-- Data provided follows --
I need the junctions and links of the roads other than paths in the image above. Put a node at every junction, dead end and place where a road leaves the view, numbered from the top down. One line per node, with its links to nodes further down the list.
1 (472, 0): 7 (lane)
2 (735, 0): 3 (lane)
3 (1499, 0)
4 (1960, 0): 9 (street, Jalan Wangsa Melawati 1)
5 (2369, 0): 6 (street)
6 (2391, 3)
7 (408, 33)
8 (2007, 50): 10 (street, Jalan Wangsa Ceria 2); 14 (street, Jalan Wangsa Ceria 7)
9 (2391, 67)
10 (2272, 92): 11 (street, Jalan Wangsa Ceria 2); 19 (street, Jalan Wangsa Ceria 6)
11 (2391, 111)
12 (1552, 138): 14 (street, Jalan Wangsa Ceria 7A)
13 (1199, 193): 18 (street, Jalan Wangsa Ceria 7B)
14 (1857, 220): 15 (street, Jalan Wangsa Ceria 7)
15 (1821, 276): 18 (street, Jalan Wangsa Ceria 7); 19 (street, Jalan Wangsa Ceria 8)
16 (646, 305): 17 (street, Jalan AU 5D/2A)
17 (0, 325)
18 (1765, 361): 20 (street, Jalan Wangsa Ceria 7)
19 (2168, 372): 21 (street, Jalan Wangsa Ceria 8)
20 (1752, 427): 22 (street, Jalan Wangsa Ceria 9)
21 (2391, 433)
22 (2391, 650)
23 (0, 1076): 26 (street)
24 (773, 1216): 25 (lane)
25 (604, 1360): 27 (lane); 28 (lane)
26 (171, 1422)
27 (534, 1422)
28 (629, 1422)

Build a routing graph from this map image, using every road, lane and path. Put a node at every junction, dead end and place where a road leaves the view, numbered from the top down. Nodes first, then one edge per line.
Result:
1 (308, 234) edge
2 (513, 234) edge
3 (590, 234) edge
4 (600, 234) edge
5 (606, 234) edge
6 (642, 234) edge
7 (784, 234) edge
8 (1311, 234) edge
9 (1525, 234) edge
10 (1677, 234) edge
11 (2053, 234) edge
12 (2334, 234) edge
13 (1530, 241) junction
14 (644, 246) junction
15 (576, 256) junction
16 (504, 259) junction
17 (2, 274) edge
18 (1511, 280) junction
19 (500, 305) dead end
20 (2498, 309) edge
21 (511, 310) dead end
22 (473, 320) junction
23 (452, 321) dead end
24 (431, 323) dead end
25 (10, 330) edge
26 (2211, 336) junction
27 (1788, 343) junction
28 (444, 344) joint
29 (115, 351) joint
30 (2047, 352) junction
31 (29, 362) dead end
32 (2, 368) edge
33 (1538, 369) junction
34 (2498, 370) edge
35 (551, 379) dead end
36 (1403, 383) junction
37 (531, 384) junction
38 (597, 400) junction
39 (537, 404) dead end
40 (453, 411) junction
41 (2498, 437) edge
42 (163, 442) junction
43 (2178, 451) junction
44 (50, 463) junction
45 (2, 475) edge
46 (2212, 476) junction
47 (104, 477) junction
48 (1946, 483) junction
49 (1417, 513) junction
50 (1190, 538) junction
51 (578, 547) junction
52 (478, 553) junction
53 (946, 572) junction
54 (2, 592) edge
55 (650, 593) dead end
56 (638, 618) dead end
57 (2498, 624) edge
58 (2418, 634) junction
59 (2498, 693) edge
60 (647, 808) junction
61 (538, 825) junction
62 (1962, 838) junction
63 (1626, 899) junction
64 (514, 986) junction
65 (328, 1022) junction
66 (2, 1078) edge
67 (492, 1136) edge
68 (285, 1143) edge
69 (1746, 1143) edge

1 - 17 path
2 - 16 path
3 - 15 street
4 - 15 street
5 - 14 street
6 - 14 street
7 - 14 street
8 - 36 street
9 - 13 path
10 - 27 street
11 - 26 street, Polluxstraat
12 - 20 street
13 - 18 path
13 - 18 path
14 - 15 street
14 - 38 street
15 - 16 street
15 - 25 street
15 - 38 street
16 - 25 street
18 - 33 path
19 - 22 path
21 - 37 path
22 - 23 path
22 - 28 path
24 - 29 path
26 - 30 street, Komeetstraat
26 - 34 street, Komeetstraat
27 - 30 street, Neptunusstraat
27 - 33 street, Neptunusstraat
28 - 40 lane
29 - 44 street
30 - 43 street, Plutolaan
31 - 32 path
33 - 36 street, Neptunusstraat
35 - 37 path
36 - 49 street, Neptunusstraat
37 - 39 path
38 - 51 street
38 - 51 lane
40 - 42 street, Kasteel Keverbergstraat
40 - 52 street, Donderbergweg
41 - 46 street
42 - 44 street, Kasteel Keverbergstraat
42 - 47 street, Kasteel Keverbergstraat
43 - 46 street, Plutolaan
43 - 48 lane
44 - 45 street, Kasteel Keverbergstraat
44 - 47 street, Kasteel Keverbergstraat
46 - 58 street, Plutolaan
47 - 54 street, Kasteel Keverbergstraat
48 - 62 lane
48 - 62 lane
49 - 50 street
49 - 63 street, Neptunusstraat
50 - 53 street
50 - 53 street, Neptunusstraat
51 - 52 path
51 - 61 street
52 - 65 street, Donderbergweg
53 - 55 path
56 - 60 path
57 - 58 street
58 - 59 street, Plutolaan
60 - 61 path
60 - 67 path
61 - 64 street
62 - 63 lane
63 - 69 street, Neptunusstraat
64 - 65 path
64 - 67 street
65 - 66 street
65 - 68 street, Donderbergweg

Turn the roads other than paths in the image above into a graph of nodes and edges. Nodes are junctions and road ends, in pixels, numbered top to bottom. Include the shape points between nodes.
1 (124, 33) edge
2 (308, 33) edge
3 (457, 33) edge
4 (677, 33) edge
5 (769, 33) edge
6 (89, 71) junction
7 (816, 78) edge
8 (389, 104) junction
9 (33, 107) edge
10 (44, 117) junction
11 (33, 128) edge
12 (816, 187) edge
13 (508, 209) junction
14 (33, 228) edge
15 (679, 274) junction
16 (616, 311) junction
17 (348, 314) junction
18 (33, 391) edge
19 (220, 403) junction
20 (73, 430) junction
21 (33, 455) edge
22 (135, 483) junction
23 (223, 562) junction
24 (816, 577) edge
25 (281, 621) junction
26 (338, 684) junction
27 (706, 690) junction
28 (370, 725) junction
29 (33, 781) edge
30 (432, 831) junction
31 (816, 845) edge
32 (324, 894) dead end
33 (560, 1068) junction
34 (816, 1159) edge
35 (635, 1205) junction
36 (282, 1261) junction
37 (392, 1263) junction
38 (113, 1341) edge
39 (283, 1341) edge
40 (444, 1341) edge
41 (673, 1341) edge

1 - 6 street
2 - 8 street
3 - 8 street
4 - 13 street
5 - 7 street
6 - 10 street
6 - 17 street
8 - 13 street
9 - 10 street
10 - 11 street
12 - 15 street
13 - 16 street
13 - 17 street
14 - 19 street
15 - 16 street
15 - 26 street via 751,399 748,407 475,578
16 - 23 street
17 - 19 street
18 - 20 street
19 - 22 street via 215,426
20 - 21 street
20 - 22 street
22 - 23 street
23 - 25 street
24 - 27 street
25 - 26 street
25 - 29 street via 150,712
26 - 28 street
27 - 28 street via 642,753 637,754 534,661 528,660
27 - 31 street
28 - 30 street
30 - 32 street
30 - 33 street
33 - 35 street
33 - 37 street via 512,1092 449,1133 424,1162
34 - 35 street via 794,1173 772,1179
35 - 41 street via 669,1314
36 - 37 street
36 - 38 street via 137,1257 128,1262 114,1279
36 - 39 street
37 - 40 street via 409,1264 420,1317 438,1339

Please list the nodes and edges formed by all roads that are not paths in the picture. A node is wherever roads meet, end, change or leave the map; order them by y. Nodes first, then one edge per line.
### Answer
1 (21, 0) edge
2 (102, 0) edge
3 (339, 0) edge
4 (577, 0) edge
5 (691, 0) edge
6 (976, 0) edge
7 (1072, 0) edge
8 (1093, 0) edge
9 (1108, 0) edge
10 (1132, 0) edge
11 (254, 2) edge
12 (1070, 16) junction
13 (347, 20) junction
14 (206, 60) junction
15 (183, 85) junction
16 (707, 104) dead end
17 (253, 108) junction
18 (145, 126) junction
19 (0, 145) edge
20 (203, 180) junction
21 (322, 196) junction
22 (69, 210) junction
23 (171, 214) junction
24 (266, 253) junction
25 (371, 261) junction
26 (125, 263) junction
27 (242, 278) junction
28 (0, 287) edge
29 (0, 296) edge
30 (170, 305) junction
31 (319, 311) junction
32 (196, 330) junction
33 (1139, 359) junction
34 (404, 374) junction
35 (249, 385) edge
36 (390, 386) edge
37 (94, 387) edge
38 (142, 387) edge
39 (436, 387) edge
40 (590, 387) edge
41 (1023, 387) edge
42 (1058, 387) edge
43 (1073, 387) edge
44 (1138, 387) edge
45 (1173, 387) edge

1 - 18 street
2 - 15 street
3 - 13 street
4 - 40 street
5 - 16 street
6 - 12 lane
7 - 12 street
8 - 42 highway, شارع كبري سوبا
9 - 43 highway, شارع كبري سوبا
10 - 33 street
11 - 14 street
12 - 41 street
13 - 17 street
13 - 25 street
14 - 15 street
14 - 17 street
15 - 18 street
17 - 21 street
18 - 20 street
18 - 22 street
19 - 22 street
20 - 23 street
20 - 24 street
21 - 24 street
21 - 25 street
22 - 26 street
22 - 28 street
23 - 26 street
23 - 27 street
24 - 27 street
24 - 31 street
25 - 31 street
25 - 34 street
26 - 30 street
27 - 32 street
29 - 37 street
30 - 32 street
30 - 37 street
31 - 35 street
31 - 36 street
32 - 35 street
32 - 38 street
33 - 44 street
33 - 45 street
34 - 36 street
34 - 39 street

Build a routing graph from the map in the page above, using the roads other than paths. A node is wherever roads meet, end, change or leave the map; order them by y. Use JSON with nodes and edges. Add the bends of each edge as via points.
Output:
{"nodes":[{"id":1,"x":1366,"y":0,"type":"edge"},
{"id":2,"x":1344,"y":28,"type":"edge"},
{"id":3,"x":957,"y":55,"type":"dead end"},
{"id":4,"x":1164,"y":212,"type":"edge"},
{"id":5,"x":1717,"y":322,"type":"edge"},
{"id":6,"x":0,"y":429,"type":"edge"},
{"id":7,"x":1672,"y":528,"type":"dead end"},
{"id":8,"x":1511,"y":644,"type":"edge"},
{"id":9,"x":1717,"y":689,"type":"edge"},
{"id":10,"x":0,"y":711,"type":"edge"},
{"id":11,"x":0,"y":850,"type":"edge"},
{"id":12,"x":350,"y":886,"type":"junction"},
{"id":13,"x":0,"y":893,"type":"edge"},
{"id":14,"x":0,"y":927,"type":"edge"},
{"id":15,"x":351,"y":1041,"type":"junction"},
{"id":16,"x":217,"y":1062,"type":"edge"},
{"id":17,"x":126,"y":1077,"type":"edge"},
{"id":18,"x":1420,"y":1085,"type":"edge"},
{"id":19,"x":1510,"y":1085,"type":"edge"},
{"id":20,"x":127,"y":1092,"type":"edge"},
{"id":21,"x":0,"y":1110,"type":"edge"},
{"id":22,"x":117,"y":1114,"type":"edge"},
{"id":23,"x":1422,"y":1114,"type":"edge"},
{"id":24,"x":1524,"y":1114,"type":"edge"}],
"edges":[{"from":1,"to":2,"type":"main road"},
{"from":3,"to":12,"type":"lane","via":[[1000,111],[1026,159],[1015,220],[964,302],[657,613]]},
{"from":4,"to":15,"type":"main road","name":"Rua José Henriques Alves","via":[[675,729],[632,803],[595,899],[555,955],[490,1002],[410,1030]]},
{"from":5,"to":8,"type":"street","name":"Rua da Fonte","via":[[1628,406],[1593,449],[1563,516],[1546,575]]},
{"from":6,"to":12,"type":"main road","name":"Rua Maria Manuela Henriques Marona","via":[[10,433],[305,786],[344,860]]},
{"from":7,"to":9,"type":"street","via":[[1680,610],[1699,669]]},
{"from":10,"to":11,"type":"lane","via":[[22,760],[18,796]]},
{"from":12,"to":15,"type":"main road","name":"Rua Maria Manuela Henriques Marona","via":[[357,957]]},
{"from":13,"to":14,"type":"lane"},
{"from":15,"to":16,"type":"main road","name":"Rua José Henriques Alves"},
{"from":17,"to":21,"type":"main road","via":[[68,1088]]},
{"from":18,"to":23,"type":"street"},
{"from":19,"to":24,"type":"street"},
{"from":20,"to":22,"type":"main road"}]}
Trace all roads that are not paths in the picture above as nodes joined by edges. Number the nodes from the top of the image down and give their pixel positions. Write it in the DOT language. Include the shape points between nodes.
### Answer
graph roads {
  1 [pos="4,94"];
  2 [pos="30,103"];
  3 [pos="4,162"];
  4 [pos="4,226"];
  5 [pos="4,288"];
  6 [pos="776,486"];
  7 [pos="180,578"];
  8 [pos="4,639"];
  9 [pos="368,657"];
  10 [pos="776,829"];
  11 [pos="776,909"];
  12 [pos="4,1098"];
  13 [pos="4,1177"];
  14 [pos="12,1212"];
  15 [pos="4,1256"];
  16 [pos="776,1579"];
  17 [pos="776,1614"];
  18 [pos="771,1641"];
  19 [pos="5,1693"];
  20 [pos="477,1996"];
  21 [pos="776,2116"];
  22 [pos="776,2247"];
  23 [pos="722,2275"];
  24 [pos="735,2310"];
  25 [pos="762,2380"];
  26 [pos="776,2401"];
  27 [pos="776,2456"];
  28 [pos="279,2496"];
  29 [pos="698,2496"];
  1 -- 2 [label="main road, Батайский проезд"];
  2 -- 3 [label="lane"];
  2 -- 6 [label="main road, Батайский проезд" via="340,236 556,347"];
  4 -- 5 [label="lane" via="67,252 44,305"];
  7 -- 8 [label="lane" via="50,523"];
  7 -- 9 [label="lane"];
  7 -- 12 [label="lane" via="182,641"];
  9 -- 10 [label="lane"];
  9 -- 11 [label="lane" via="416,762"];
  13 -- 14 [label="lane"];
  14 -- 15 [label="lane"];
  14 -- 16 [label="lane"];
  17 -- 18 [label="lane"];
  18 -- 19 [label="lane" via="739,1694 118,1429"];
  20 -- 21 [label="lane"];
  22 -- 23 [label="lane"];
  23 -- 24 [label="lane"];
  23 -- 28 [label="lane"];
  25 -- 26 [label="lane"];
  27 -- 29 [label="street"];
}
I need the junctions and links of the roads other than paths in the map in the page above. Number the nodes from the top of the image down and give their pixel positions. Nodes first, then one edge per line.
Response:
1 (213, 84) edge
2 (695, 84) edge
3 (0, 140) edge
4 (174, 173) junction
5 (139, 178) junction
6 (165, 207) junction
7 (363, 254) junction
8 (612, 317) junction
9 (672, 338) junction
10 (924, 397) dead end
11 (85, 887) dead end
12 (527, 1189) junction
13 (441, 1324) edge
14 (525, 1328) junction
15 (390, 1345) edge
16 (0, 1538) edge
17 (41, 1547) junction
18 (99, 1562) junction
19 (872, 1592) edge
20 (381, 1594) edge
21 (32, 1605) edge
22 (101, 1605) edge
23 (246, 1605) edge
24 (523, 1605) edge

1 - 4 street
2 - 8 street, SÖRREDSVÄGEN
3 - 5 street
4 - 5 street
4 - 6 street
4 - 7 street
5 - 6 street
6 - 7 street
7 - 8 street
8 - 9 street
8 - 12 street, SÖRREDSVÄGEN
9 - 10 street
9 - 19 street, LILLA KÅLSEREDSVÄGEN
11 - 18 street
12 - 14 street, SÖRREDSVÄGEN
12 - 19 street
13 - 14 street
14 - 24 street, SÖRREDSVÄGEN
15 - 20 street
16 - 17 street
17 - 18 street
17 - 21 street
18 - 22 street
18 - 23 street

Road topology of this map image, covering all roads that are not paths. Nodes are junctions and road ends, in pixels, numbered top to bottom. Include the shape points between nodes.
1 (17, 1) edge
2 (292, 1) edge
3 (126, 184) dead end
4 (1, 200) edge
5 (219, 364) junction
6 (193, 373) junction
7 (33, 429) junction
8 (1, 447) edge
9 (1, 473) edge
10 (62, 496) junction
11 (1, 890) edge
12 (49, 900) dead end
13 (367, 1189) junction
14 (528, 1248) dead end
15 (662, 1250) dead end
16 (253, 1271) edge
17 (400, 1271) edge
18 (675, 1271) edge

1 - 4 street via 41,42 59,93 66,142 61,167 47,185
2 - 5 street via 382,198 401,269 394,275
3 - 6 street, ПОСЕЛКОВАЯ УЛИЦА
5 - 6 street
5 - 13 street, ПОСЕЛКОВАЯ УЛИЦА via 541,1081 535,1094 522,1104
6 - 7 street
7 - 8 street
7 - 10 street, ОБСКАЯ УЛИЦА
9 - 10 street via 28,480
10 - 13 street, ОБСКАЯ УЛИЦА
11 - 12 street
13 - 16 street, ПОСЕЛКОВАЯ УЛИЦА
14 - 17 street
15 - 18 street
-- Data provided concluded --
▶ **What you have to do**
Look over the records above and copy each line that includes the string "shape".

▶ **Completed task**
Turn the roads other than paths in the image above into a graph of nodes and edges. Nodes are junctions and road ends, in pixels, numbered top to bottom. Include the shape points between nodes.
Trace all roads that are not paths in the picture above as nodes joined by edges. Number the nodes from the top of the image down and give their pixel positions. Write it in the DOT language. Include the shape points between nodes.
Road topology of this map image, covering all roads that are not paths. Nodes are junctions and road ends, in pixels, numbered top to bottom. Include the shape points between nodes.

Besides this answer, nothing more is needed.